Count the lines below that contain the word "edges", and report only that number.

* _Extracted records_
====

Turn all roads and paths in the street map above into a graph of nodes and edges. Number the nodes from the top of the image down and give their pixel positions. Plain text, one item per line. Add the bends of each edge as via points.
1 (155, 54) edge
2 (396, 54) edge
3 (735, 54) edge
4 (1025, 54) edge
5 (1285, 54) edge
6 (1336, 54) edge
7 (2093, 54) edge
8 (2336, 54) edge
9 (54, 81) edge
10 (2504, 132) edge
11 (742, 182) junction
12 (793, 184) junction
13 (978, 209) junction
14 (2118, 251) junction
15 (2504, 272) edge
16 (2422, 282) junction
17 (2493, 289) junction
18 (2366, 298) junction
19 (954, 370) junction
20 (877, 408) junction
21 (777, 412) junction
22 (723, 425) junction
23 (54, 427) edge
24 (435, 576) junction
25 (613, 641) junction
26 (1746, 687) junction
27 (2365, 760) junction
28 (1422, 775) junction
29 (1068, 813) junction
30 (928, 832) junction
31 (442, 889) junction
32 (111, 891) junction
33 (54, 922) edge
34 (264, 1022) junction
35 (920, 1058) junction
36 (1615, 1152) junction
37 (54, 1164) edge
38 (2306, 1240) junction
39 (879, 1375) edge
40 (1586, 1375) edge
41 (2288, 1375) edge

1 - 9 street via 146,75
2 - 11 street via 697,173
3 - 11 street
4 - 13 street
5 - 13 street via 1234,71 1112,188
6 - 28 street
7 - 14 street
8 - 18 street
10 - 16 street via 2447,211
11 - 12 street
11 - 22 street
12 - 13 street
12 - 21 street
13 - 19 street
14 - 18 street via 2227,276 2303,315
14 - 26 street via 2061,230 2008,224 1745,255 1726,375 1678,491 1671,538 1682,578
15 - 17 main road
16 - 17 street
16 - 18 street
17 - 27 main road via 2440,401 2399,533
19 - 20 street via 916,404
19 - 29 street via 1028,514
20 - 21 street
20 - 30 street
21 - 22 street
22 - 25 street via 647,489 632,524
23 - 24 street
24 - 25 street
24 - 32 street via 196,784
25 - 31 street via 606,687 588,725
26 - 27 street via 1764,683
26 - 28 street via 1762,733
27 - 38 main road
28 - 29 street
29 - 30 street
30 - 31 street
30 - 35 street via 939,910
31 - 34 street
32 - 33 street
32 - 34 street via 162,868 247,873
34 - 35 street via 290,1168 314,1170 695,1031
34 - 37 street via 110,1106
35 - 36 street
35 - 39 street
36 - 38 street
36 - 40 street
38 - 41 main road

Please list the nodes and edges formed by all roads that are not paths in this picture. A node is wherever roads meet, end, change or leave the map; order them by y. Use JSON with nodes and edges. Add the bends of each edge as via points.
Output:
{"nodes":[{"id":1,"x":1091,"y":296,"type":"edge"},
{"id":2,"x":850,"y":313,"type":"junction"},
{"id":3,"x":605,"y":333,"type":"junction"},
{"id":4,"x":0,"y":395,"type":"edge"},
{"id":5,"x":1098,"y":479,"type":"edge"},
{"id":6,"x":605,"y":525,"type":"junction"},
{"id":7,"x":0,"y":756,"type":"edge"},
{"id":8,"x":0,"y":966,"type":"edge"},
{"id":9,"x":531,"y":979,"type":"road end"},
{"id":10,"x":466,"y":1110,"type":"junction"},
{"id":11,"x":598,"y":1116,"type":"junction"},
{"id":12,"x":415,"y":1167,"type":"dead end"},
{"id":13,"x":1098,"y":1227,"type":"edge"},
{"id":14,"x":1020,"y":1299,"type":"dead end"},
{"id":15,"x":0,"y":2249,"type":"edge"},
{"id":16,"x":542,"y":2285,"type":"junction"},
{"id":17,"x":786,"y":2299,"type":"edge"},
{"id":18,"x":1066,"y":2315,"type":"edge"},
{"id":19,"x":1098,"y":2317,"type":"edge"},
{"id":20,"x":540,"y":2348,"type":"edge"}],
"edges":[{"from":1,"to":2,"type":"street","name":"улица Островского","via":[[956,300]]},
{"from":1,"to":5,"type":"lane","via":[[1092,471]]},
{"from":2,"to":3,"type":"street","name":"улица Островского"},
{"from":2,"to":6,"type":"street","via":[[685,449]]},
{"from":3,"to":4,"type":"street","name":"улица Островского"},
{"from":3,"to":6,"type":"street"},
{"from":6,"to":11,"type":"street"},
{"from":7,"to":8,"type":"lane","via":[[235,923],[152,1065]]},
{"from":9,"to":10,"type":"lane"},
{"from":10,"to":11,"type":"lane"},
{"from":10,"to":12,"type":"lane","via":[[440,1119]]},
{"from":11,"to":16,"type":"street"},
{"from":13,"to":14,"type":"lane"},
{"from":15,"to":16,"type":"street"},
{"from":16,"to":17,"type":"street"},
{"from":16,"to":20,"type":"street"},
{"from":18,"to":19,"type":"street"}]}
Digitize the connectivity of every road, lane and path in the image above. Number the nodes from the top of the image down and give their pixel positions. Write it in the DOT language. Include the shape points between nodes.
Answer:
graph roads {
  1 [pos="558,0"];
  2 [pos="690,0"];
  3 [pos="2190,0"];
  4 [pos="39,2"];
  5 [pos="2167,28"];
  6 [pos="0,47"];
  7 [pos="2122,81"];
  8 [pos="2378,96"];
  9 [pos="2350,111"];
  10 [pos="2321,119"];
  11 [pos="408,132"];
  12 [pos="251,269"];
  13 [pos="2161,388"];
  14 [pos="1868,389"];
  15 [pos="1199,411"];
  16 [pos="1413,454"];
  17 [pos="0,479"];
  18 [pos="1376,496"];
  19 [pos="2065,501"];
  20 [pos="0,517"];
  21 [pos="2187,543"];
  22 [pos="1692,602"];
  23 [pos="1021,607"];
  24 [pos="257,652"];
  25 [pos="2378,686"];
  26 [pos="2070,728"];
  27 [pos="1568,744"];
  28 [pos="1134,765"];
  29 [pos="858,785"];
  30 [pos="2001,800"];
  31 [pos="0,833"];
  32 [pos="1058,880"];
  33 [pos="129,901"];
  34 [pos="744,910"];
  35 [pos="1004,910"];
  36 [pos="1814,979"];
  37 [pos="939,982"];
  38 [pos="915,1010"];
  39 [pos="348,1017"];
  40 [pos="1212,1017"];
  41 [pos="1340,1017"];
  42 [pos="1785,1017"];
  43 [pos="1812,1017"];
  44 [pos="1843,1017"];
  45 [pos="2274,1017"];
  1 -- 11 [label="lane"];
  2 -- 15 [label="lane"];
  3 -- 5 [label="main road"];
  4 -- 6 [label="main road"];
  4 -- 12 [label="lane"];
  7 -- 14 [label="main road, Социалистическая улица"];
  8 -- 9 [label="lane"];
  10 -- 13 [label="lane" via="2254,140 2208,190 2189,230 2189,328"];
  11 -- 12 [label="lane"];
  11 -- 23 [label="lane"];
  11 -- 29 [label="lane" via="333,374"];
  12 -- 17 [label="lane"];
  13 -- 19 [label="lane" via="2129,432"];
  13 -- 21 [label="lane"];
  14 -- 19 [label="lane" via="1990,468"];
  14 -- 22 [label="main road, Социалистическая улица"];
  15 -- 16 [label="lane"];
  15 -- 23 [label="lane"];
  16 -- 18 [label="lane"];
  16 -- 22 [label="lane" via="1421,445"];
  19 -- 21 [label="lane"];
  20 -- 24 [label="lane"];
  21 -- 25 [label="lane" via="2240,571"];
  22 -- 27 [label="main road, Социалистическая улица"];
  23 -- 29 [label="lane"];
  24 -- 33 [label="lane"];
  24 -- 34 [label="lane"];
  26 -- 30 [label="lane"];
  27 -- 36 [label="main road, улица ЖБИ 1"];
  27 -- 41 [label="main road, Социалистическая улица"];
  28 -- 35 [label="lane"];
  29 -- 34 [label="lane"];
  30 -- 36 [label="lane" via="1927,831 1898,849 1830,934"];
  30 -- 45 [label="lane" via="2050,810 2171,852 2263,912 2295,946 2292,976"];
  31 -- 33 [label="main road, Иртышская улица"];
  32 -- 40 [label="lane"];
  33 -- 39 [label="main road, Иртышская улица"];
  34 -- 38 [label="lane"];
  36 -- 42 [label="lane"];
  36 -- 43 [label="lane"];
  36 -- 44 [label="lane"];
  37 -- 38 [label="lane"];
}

====

* _Answer to the problem_
3